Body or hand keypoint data
-- Opening Marker --
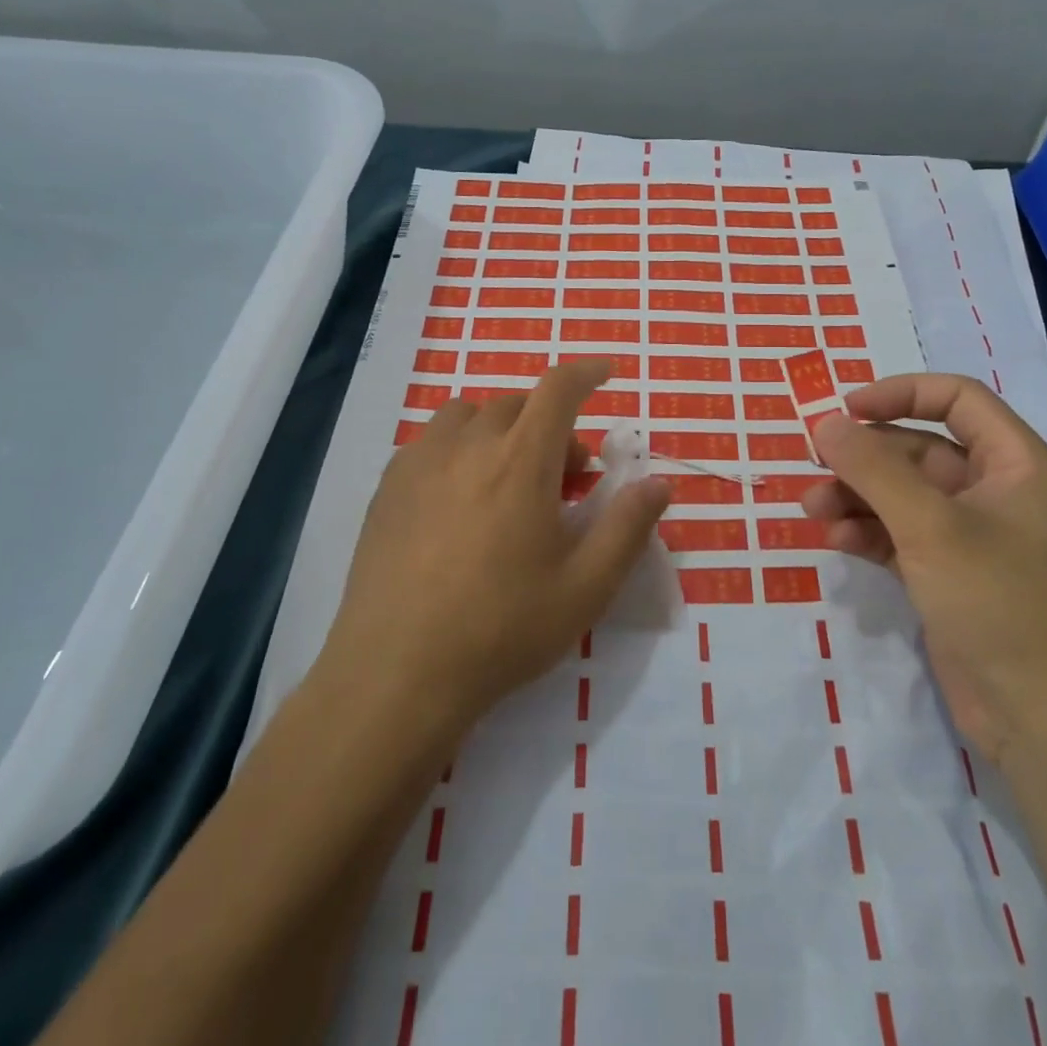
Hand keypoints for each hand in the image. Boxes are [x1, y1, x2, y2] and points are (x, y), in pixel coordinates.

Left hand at [323, 359, 670, 733]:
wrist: (397, 673)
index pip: (558, 389)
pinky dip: (460, 449)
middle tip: (565, 477)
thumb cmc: (502, 629)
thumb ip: (627, 527)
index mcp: (520, 461)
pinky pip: (432, 442)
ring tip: (509, 479)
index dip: (587, 372)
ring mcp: (419, 463)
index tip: (605, 373)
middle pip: (517, 405)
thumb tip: (658, 483)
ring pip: (469, 417)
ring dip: (501, 431)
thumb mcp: (585, 587)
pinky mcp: (388, 487)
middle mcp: (468, 445)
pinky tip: (460, 501)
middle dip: (551, 425)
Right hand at [804, 374, 1046, 766]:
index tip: (846, 410)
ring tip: (812, 510)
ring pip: (905, 497)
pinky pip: (902, 538)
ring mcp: (975, 540)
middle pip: (921, 450)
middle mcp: (997, 494)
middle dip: (865, 457)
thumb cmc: (1002, 605)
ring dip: (857, 497)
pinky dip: (868, 533)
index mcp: (1016, 465)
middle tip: (814, 466)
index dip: (900, 394)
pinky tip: (836, 540)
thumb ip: (874, 470)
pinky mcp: (953, 579)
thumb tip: (825, 423)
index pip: (956, 400)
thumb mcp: (931, 527)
-- Closing Marker --
Write the records above out again exactly, with no pictures in your copy.

Hand keypoints for each hand in the image. Boxes are [x1, y1, x2, y2] and points are (x, y), in pixel coordinates.

Left hand at [323, 359, 670, 733]:
wrist: (397, 673)
index pip: (558, 389)
pinky dip: (460, 449)
middle tip: (565, 477)
thumb cmc: (502, 629)
thumb ip: (627, 527)
index mcp: (520, 461)
pinky pip: (432, 442)
ring tip: (509, 479)
index dip: (587, 372)
ring mcp: (419, 463)
index tip: (605, 373)
middle pip: (517, 405)
thumb tip: (658, 483)
ring pip: (469, 417)
ring dip: (501, 431)
thumb mcp: (585, 587)
pinky mcp: (388, 487)
middle mcp: (468, 445)
pinky tip: (460, 501)
middle dip: (551, 425)
Right hand at [804, 374, 1046, 766]:
index tip: (846, 410)
ring tip: (812, 510)
ring pip: (905, 497)
pinky pip: (902, 538)
ring mcp: (975, 540)
middle pip: (921, 450)
middle mcp: (997, 494)
middle dip: (865, 457)
thumb cmc: (1002, 605)
ring dip: (857, 497)
pinky dip: (868, 533)
index mcp: (1016, 465)
middle tip: (814, 466)
index dip: (900, 394)
pinky tip: (836, 540)
thumb ip: (874, 470)
pinky mcp: (953, 579)
thumb tip: (825, 423)
index pip: (956, 400)
thumb mcp: (931, 527)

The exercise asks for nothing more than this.